> **WORK ITEM**:
Needed from the entries below: every line that holds the word "Primera".

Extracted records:

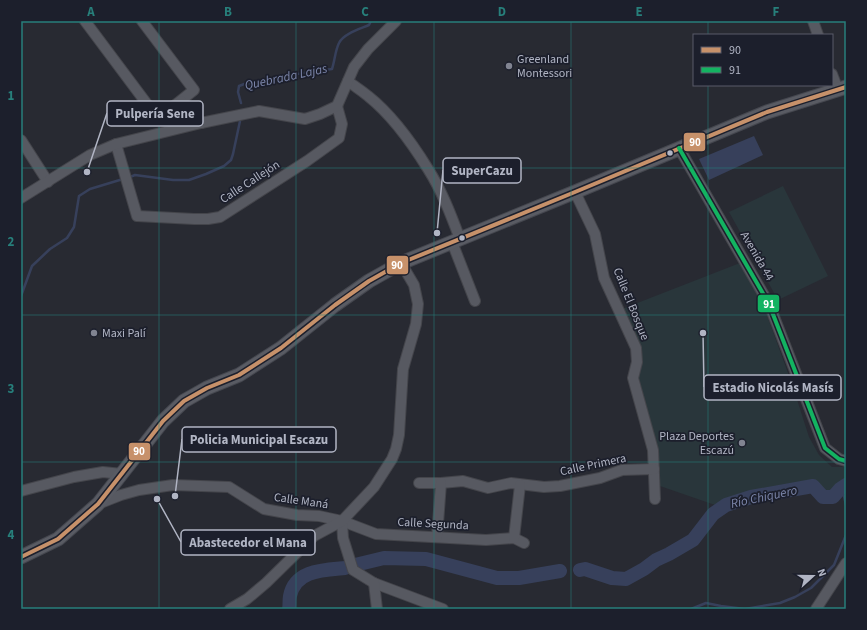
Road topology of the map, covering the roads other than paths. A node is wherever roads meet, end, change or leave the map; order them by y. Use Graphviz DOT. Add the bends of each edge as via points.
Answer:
graph roads {
  1 [pos="85,21"];
  2 [pos="142,21"];
  3 [pos="396,21"];
  4 [pos="813,21"];
  5 [pos="818,34"];
  6 [pos="833,76"];
  7 [pos="348,81"];
  8 [pos="842,89"];
  9 [pos="181,101"];
  10 [pos="337,106"];
  11 [pos="201,123"];
  12 [pos="21,140"];
  13 [pos="116,144"];
  14 [pos="679,148"];
  15 [pos="48,182"];
  16 [pos="575,192"];
  17 [pos="21,198"];
  18 [pos="456,241"];
  19 [pos="401,263"];
  20 [pos="474,301"];
  21 [pos="846,461"];
  22 [pos="654,469"];
  23 [pos="122,474"];
  24 [pos="419,483"];
  25 [pos="441,483"];
  26 [pos="520,485"];
  27 [pos="21,491"];
  28 [pos="655,499"];
  29 [pos="98,504"];
  30 [pos="342,521"];
  31 [pos="438,537"];
  32 [pos="514,538"];
  33 [pos="524,543"];
  34 [pos="21,557"];
  35 [pos="846,564"];
  36 [pos="374,583"];
  37 [pos="230,609"];
  38 [pos="377,609"];
  39 [pos="443,609"];
  40 [pos="816,609"];
  1 -- 9 [label="street" via="153,112 158,115 164,114"];
  2 -- 9 [label="street" via="194,90"];
  3 -- 7 [label="street" via="354,66"];
  4 -- 5 [label="street"];
  6 -- 8 [label="street"];
  7 -- 10 [label="street"];
  7 -- 18 [label="street" via="368,96 396,124 413,146 444,200"];
  8 -- 14 [label="main road" via="767,112"];
  9 -- 11 [label="street"];
  10 -- 11 [label="street" via="305,119 260,111"];
  10 -- 13 [label="street, Calle Callejón" via="342,124 339,138 220,217 208,219 136,216"];
  11 -- 13 [label="street"];
  12 -- 15 [label="street"];
  13 -- 15 [label="street" via="90,155"];
  14 -- 16 [label="main road"];
  14 -- 21 [label="street, Avenida 44" via="769,304 825,448"];
  15 -- 17 [label="street"];
  16 -- 18 [label="main road"];
  16 -- 22 [label="street, Calle El Bosque" via="596,234 604,278 636,348 637,362 633,378 653,450"];
  18 -- 19 [label="main road"];
  18 -- 20 [label="street"];
  19 -- 23 [label="main road" via="340,301 280,348 239,375 184,401 163,421"];
  19 -- 30 [label="street" via="414,285 418,304 416,324 403,369 396,449 374,487"];
  22 -- 26 [label="street, Calle Primera" via="622,470 600,478 560,486"];
  22 -- 28 [label="street, Calle El Bosque"];
  23 -- 27 [label="street" via="104,472 74,477"];
  23 -- 29 [label="main road"];
  24 -- 25 [label="street, Calle Primera"];
  25 -- 26 [label="street, Calle Primera" via="462,481 488,488 511,483"];
  25 -- 31 [label="street"];
  26 -- 32 [label="street"];
  29 -- 30 [label="street, Calle Maná" via="139,490 173,485 229,487 264,509"];
  29 -- 34 [label="main road" via="58,539"];
  30 -- 31 [label="street, Calle Segunda" via="376,534"];
  30 -- 36 [label="street" via="343,538 354,570"];
  30 -- 37 [label="street" via="314,536 266,583"];
  31 -- 32 [label="street, Calle Segunda" via="486,540"];
  32 -- 33 [label="street"];
  35 -- 40 [label="street"];
  36 -- 38 [label="street"];
  36 -- 39 [label="street"];
}
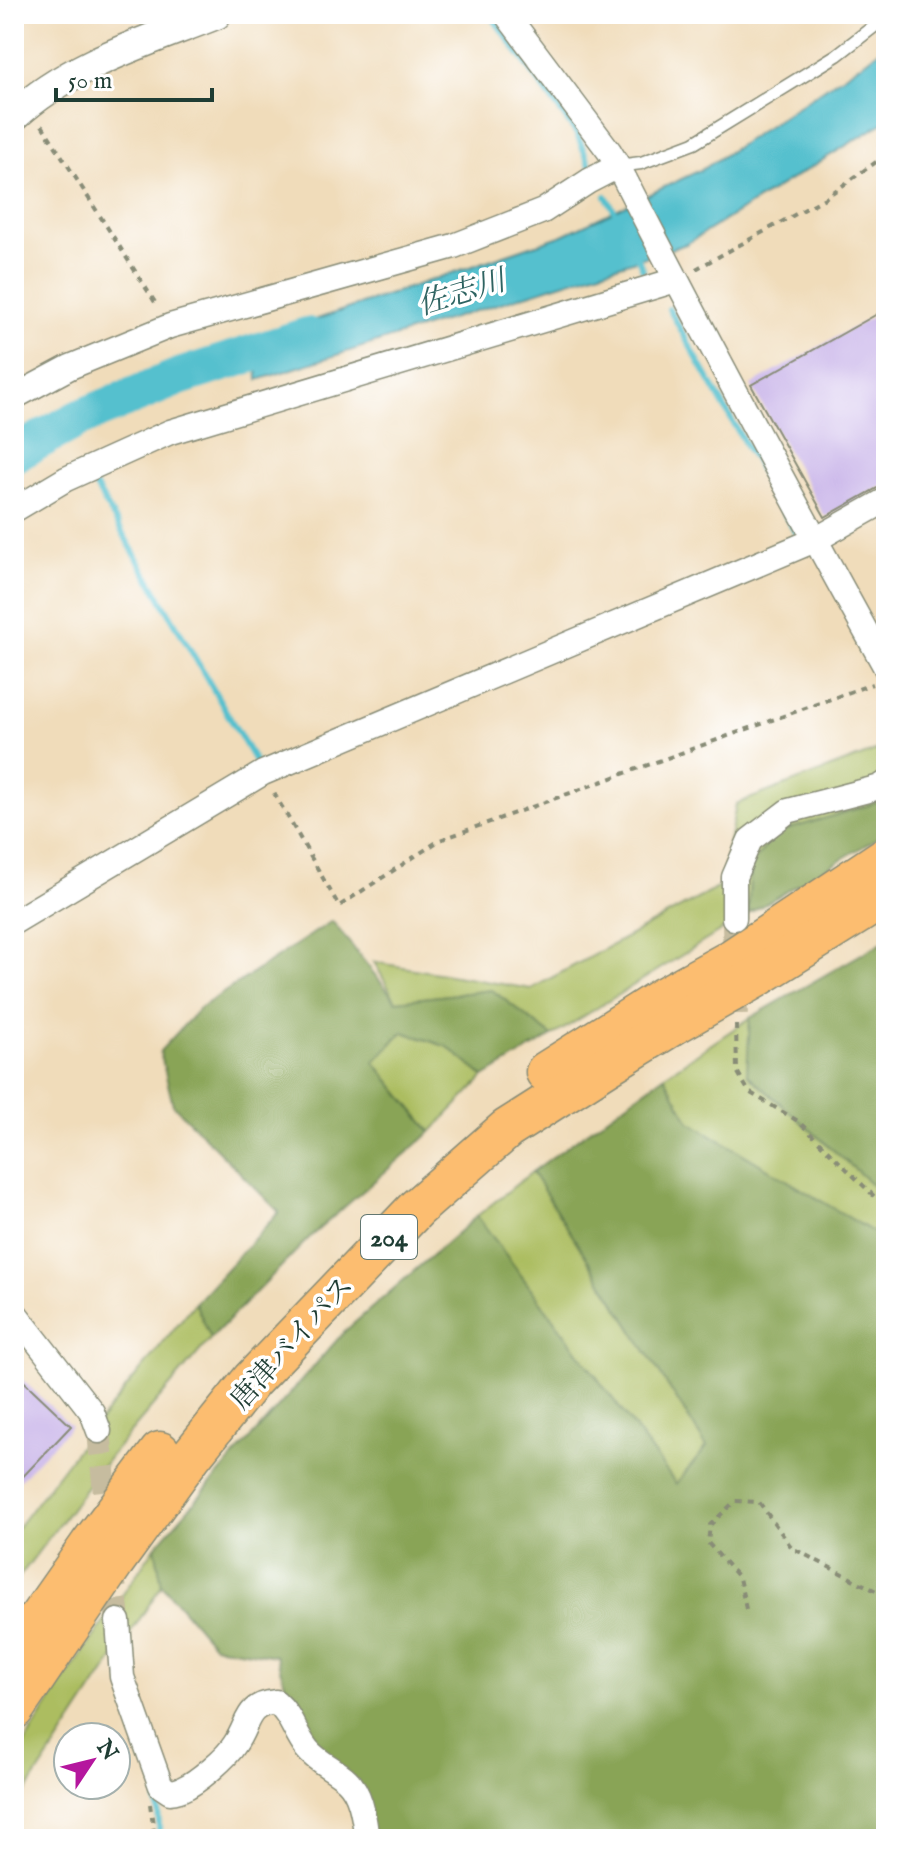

> **SOLUTION BELOW**:
  22 -- 26 [label="street, Calle Primera" via="622,470 600,478 560,486"];
  24 -- 25 [label="street, Calle Primera"];
  25 -- 26 [label="street, Calle Primera" via="462,481 488,488 511,483"];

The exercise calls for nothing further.